**Exercise brief**: Print the records exactly and in full, please; the pictures stay out.
____
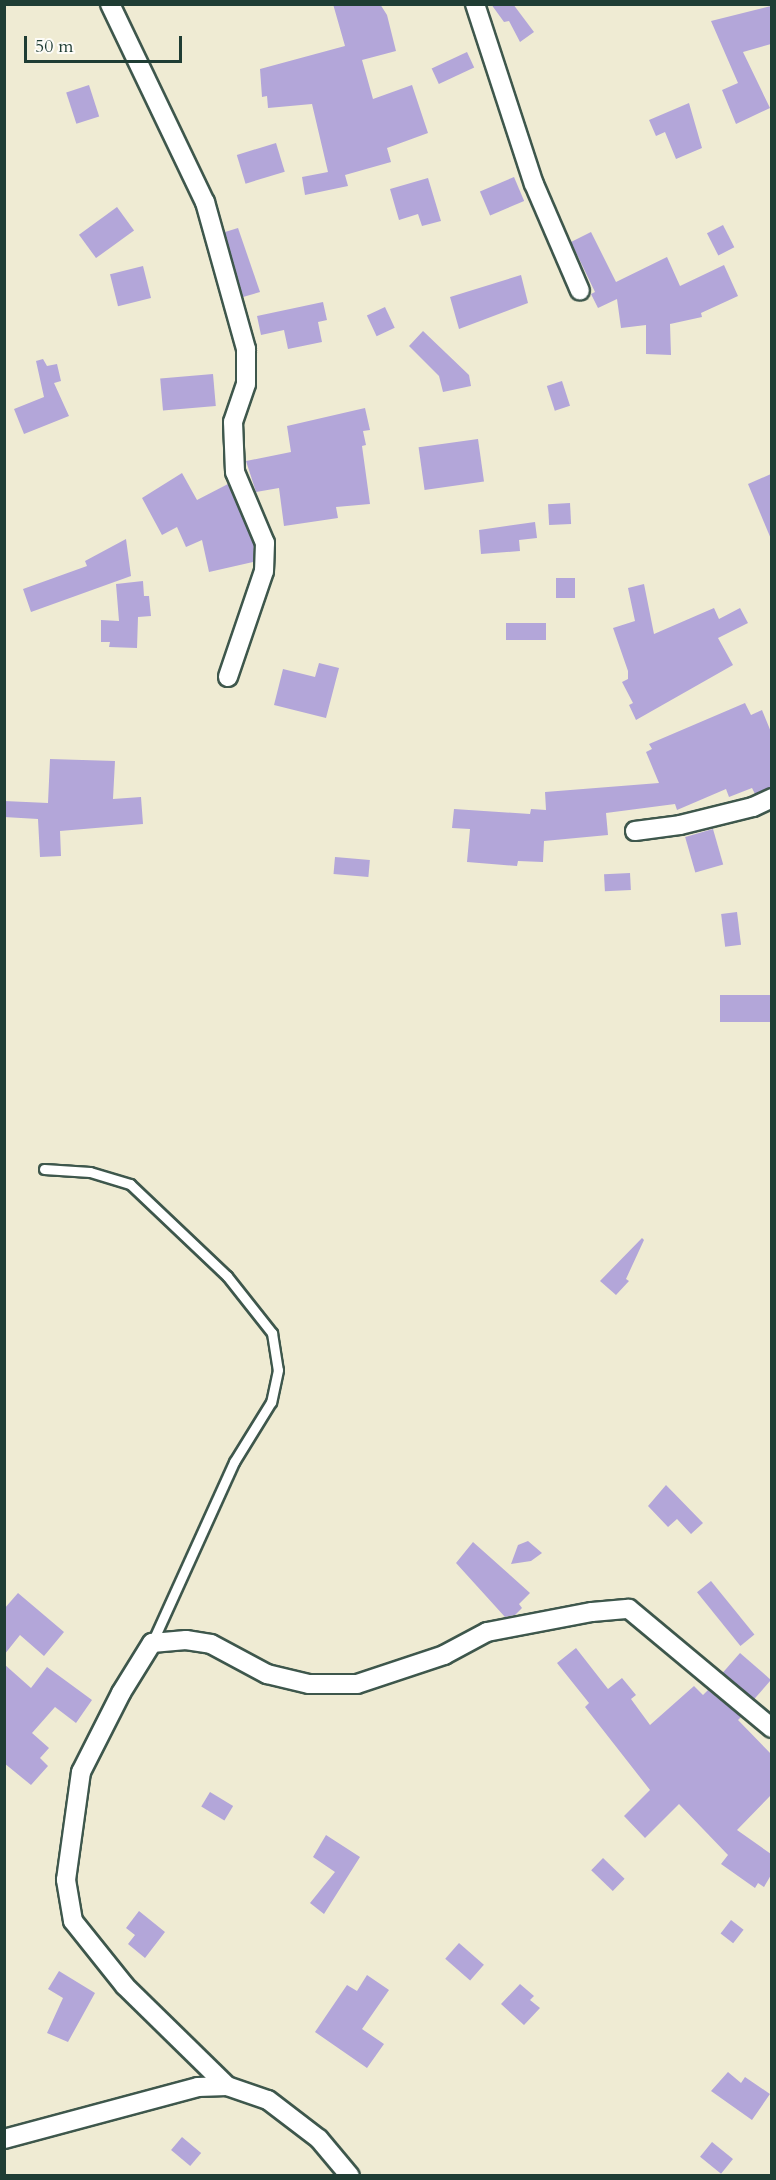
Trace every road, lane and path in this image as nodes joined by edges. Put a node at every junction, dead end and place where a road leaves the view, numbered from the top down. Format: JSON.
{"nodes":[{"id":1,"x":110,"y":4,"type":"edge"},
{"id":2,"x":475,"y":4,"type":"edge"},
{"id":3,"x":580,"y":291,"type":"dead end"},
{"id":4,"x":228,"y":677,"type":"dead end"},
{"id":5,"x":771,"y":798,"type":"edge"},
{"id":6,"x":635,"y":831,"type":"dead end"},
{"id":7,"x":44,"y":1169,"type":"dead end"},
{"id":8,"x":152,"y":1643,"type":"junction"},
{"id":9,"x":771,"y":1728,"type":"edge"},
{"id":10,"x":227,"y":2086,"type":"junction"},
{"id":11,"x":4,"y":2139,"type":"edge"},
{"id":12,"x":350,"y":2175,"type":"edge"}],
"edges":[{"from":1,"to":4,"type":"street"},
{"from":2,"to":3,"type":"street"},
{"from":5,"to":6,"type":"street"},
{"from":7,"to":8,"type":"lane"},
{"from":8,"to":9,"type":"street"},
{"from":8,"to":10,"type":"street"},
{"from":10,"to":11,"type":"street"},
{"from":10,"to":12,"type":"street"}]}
____
**Written answer**:
Trace every road, lane and path in this image as nodes joined by edges. Put a node at every junction, dead end and place where a road leaves the view, numbered from the top down. Format: JSON.
{"nodes":[{"id":1,"x":110,"y":4,"type":"edge"},
{"id":2,"x":475,"y":4,"type":"edge"},
{"id":3,"x":580,"y":291,"type":"dead end"},
{"id":4,"x":228,"y":677,"type":"dead end"},
{"id":5,"x":771,"y":798,"type":"edge"},
{"id":6,"x":635,"y":831,"type":"dead end"},
{"id":7,"x":44,"y":1169,"type":"dead end"},
{"id":8,"x":152,"y":1643,"type":"junction"},
{"id":9,"x":771,"y":1728,"type":"edge"},
{"id":10,"x":227,"y":2086,"type":"junction"},
{"id":11,"x":4,"y":2139,"type":"edge"},
{"id":12,"x":350,"y":2175,"type":"edge"}],
"edges":[{"from":1,"to":4,"type":"street"},
{"from":2,"to":3,"type":"street"},
{"from":5,"to":6,"type":"street"},
{"from":7,"to":8,"type":"lane"},
{"from":8,"to":9,"type":"street"},
{"from":8,"to":10,"type":"street"},
{"from":10,"to":11,"type":"street"},
{"from":10,"to":12,"type":"street"}]}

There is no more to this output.